Objectives: In humans the association between maternal periodontitis and prematurity is linked with the systemic hematogenous dissemination of periodontopathogens that reach the uterus and inflame the fetoplacental unit. The objective of this study was to investigate the placental expression of Toll-like (TLR-4) receptors resulting from the inflammatory response to Campylobacter rectus and Porphyromonas gingivalis in a murine model of oral infection.

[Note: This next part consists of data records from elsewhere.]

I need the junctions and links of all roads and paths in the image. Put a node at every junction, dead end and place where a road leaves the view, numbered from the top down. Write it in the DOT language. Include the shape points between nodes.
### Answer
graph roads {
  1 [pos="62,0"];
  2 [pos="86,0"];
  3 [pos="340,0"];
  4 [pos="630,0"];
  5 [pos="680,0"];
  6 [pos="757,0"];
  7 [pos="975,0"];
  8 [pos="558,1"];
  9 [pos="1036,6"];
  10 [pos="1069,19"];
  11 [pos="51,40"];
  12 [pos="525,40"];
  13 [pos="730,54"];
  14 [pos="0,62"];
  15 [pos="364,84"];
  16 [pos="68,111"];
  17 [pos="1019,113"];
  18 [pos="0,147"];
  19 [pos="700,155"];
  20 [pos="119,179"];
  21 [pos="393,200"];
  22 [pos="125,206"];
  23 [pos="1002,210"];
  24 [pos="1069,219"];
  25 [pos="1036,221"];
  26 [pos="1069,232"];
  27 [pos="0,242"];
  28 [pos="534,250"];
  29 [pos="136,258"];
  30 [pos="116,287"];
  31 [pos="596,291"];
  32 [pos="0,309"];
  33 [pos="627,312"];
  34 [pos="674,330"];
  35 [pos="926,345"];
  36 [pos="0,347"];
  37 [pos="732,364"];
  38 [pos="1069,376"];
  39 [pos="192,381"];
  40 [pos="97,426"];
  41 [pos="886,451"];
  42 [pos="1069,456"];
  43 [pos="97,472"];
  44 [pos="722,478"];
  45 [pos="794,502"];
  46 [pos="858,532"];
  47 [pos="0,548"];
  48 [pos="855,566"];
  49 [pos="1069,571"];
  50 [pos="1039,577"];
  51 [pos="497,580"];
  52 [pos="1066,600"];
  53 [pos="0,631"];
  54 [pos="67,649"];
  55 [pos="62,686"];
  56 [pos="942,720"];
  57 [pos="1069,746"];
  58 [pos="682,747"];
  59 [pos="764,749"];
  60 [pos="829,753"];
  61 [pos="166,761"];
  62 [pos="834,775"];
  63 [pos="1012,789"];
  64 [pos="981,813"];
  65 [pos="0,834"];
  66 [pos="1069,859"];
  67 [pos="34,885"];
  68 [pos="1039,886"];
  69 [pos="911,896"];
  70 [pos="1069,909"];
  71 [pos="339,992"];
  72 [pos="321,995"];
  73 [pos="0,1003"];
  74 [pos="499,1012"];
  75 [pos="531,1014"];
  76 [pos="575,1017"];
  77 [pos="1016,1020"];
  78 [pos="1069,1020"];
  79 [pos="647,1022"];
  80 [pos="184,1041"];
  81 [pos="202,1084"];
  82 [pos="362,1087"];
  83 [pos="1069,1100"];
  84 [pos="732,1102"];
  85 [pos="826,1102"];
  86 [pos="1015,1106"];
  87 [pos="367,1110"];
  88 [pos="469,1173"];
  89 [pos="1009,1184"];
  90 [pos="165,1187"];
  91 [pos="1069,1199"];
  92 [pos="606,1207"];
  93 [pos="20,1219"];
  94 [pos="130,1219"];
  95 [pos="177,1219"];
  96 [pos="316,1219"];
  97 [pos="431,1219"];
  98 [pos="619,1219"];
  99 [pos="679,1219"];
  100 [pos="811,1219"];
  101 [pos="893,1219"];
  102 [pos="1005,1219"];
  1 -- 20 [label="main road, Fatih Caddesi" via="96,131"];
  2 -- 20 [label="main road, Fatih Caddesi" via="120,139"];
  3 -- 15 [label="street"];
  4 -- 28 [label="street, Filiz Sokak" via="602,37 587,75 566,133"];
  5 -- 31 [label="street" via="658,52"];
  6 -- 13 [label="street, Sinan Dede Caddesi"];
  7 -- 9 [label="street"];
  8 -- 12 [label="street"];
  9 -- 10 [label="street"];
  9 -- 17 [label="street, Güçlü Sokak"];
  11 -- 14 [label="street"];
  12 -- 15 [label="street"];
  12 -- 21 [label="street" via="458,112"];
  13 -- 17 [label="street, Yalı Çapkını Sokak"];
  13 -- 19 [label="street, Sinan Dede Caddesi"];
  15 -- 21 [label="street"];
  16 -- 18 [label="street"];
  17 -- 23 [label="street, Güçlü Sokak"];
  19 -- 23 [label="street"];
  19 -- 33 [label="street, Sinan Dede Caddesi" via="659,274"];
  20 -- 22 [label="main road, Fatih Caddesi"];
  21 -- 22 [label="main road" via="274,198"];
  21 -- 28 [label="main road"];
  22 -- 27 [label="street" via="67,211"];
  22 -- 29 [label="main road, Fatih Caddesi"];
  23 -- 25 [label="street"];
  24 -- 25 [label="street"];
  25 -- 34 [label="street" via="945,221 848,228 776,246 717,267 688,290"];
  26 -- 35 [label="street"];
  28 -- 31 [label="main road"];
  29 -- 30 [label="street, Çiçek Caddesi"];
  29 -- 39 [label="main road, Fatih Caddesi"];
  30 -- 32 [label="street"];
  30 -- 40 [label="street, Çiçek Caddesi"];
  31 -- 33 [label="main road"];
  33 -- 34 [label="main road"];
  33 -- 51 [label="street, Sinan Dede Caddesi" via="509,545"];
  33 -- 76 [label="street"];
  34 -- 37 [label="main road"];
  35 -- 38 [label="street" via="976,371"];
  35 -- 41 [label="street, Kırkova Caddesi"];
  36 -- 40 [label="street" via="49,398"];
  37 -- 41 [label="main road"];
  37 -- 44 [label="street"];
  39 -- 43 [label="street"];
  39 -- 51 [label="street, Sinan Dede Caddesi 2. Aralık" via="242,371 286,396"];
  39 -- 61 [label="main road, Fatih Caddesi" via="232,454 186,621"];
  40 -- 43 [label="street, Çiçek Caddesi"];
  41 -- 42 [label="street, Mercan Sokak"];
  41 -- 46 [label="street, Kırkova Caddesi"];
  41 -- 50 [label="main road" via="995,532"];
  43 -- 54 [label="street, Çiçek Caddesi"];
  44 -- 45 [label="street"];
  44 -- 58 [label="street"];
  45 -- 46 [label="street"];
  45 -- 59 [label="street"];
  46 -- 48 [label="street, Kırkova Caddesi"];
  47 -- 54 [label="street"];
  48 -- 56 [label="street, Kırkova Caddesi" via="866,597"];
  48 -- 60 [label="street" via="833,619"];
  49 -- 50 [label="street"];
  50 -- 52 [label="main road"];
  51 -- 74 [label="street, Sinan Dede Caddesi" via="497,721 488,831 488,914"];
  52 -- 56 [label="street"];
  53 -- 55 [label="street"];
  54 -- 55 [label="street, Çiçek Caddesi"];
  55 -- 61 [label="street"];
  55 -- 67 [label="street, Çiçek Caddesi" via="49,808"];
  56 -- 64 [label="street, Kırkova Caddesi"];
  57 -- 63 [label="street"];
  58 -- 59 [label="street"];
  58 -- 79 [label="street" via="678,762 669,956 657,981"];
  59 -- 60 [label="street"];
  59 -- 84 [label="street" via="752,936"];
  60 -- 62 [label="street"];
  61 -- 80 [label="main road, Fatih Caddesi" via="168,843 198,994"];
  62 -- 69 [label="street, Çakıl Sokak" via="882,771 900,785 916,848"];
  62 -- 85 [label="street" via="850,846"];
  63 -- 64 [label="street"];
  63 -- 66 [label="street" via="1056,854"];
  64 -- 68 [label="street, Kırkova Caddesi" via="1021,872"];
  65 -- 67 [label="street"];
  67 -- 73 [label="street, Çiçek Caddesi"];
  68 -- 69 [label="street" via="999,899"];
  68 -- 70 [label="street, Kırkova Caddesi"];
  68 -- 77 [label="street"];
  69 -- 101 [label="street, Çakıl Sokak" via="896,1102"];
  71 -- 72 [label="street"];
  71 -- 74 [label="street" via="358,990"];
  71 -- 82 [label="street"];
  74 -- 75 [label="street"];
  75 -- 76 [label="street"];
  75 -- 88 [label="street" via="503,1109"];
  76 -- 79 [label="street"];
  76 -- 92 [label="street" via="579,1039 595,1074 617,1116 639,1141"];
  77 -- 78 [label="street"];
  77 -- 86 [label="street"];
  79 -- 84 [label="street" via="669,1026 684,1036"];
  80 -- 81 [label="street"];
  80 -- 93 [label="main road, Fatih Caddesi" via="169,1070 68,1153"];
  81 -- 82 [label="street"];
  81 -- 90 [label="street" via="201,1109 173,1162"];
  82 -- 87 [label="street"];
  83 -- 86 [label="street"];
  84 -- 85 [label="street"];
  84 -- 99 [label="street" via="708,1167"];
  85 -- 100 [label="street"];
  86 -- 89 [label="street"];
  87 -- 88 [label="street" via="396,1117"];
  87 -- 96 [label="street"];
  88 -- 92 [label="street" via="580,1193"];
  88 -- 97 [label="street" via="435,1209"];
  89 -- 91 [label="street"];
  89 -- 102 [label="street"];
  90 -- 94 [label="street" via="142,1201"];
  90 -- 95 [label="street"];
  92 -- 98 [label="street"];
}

Methods: 40 female Balb/C mice were pretreated for 4 days with Kanamycin/Ampicillin (50mg/kg-25mg/kg) and then randomly assigned to experimental groups: Group 1 (n=12) was infected by oral application of 100µLx10⁹ C.rectus 314/carboxymethylcellulose (Cr+CMC). Group 2 (n=12) received C.rectus plus 100µLx10⁹ P.gingivalis A7436/CMC (Cr+Pg+CMC). Group 3 (n=8) received vehicle (100µL/CMC) and Group 4 (n=8) served as a control. All groups were given ad libitum soft chow enriched with a dextrose solution (30%) as plaque-promoting diet. Mice were infected daily over a 16-week period and mated once/week. Pregnant mice were sacrificed at embryonic day (E)16.5, placental tissues were collected and analyzed for TLR-4 expression by immunohistochemistry (confocal microscopy) followed by RT-PCR analysis. Results: Group 2 (Cr+Pg+CMC) had the lowest fecundity rate (16.7%, HR 0.19[0.041-0.856], P=0.03, Kaplan-Meier) compared to Group 1 (Cr+CMC, 58.3%, HR 0.87[0.310-2.154], P=0.68) and to Groups 3 and 4 (75% combined). After normalization, TLR-4 expression was upregulated in Group 1 (1.98±0.886 fold difference, P<0.01 ANOVA) and Group 2 (1.29±0.871) compared to controls. Immunohistochemistry of placentas from Groups 1 and 2 showed increased expression of TLR-4 in trophoblasts, mainly in the labyrinth facing maternal blood spirals. Conclusions: Significant TLR-4 upregulation was observed in placentas after oral infection by C.rectus and C.rectus/P.gingivalis combined infection. The TLR-4 pathway is a key regulator during labor initiation, so the abnormal upregulation of this pathway may explain in part how maternal periodontitis and periodontopathogenic bacteria could be linked to prematurity in pregnant women.